Task objective:
From the first line to the last, give the records again exactly.

━━━━━ Material supplied ━━━━━

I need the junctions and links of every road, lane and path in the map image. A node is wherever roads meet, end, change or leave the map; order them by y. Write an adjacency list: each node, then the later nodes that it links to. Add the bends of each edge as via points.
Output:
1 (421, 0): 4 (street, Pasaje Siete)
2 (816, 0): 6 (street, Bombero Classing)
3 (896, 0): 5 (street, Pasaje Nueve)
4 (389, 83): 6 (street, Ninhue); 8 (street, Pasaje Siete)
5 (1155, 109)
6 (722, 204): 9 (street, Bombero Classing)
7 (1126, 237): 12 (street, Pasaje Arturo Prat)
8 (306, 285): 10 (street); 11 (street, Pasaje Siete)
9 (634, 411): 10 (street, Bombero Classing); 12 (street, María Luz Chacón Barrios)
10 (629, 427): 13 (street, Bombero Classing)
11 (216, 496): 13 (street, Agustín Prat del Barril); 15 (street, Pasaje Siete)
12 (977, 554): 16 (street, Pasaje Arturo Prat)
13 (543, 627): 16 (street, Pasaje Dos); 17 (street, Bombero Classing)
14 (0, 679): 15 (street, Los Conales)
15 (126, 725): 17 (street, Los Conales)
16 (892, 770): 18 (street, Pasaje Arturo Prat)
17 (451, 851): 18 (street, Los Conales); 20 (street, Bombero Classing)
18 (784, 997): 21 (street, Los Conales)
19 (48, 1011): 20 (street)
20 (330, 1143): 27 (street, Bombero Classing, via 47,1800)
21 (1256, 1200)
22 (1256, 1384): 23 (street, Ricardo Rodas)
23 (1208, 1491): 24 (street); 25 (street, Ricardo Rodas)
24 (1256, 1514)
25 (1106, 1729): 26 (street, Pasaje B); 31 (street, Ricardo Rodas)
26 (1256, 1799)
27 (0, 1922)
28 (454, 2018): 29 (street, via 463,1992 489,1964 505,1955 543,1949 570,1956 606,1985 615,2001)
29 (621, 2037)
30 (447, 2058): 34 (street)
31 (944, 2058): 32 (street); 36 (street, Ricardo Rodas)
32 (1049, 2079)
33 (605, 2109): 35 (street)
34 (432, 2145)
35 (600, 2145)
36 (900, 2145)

━━━━━

Task result:
I need the junctions and links of every road, lane and path in the map image. A node is wherever roads meet, end, change or leave the map; order them by y. Write an adjacency list: each node, then the later nodes that it links to. Add the bends of each edge as via points.
Output:
1 (421, 0): 4 (street, Pasaje Siete)
2 (816, 0): 6 (street, Bombero Classing)
3 (896, 0): 5 (street, Pasaje Nueve)
4 (389, 83): 6 (street, Ninhue); 8 (street, Pasaje Siete)
5 (1155, 109)
6 (722, 204): 9 (street, Bombero Classing)
7 (1126, 237): 12 (street, Pasaje Arturo Prat)
8 (306, 285): 10 (street); 11 (street, Pasaje Siete)
9 (634, 411): 10 (street, Bombero Classing); 12 (street, María Luz Chacón Barrios)
10 (629, 427): 13 (street, Bombero Classing)
11 (216, 496): 13 (street, Agustín Prat del Barril); 15 (street, Pasaje Siete)
12 (977, 554): 16 (street, Pasaje Arturo Prat)
13 (543, 627): 16 (street, Pasaje Dos); 17 (street, Bombero Classing)
14 (0, 679): 15 (street, Los Conales)
15 (126, 725): 17 (street, Los Conales)
16 (892, 770): 18 (street, Pasaje Arturo Prat)
17 (451, 851): 18 (street, Los Conales); 20 (street, Bombero Classing)
18 (784, 997): 21 (street, Los Conales)
19 (48, 1011): 20 (street)
20 (330, 1143): 27 (street, Bombero Classing, via 47,1800)
21 (1256, 1200)
22 (1256, 1384): 23 (street, Ricardo Rodas)
23 (1208, 1491): 24 (street); 25 (street, Ricardo Rodas)
24 (1256, 1514)
25 (1106, 1729): 26 (street, Pasaje B); 31 (street, Ricardo Rodas)
26 (1256, 1799)
27 (0, 1922)
28 (454, 2018): 29 (street, via 463,1992 489,1964 505,1955 543,1949 570,1956 606,1985 615,2001)
29 (621, 2037)
30 (447, 2058): 34 (street)
31 (944, 2058): 32 (street); 36 (street, Ricardo Rodas)
32 (1049, 2079)
33 (605, 2109): 35 (street)
34 (432, 2145)
35 (600, 2145)
36 (900, 2145)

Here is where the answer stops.